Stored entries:
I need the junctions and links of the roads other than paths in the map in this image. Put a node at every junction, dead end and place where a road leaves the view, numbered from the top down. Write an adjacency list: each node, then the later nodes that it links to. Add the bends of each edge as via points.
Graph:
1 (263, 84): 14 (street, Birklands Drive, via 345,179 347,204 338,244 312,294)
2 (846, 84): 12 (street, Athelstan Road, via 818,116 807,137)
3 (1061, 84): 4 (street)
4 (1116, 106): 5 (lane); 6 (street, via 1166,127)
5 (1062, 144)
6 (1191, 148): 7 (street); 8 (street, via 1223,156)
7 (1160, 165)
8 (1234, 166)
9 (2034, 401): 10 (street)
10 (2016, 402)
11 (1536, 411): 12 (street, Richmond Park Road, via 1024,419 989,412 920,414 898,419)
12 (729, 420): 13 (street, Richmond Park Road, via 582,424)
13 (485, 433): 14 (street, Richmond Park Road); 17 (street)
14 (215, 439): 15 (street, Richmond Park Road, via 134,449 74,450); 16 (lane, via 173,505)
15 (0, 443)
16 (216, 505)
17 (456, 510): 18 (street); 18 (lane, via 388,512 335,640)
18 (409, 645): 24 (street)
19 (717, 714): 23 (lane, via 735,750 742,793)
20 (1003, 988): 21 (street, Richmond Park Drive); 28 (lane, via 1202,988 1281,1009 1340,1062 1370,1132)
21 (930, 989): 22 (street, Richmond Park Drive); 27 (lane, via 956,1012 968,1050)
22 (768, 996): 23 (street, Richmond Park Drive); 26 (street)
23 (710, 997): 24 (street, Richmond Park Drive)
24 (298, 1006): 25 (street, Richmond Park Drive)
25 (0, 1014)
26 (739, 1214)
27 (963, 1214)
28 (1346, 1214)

> **What is required**:
I'd like every record written out exactly as given.

> **The completed task**:
I need the junctions and links of the roads other than paths in the map in this image. Put a node at every junction, dead end and place where a road leaves the view, numbered from the top down. Write an adjacency list: each node, then the later nodes that it links to. Add the bends of each edge as via points.
Graph:
1 (263, 84): 14 (street, Birklands Drive, via 345,179 347,204 338,244 312,294)
2 (846, 84): 12 (street, Athelstan Road, via 818,116 807,137)
3 (1061, 84): 4 (street)
4 (1116, 106): 5 (lane); 6 (street, via 1166,127)
5 (1062, 144)
6 (1191, 148): 7 (street); 8 (street, via 1223,156)
7 (1160, 165)
8 (1234, 166)
9 (2034, 401): 10 (street)
10 (2016, 402)
11 (1536, 411): 12 (street, Richmond Park Road, via 1024,419 989,412 920,414 898,419)
12 (729, 420): 13 (street, Richmond Park Road, via 582,424)
13 (485, 433): 14 (street, Richmond Park Road); 17 (street)
14 (215, 439): 15 (street, Richmond Park Road, via 134,449 74,450); 16 (lane, via 173,505)
15 (0, 443)
16 (216, 505)
17 (456, 510): 18 (street); 18 (lane, via 388,512 335,640)
18 (409, 645): 24 (street)
19 (717, 714): 23 (lane, via 735,750 742,793)
20 (1003, 988): 21 (street, Richmond Park Drive); 28 (lane, via 1202,988 1281,1009 1340,1062 1370,1132)
21 (930, 989): 22 (street, Richmond Park Drive); 27 (lane, via 956,1012 968,1050)
22 (768, 996): 23 (street, Richmond Park Drive); 26 (street)
23 (710, 997): 24 (street, Richmond Park Drive)
24 (298, 1006): 25 (street, Richmond Park Drive)
25 (0, 1014)
26 (739, 1214)
27 (963, 1214)
28 (1346, 1214)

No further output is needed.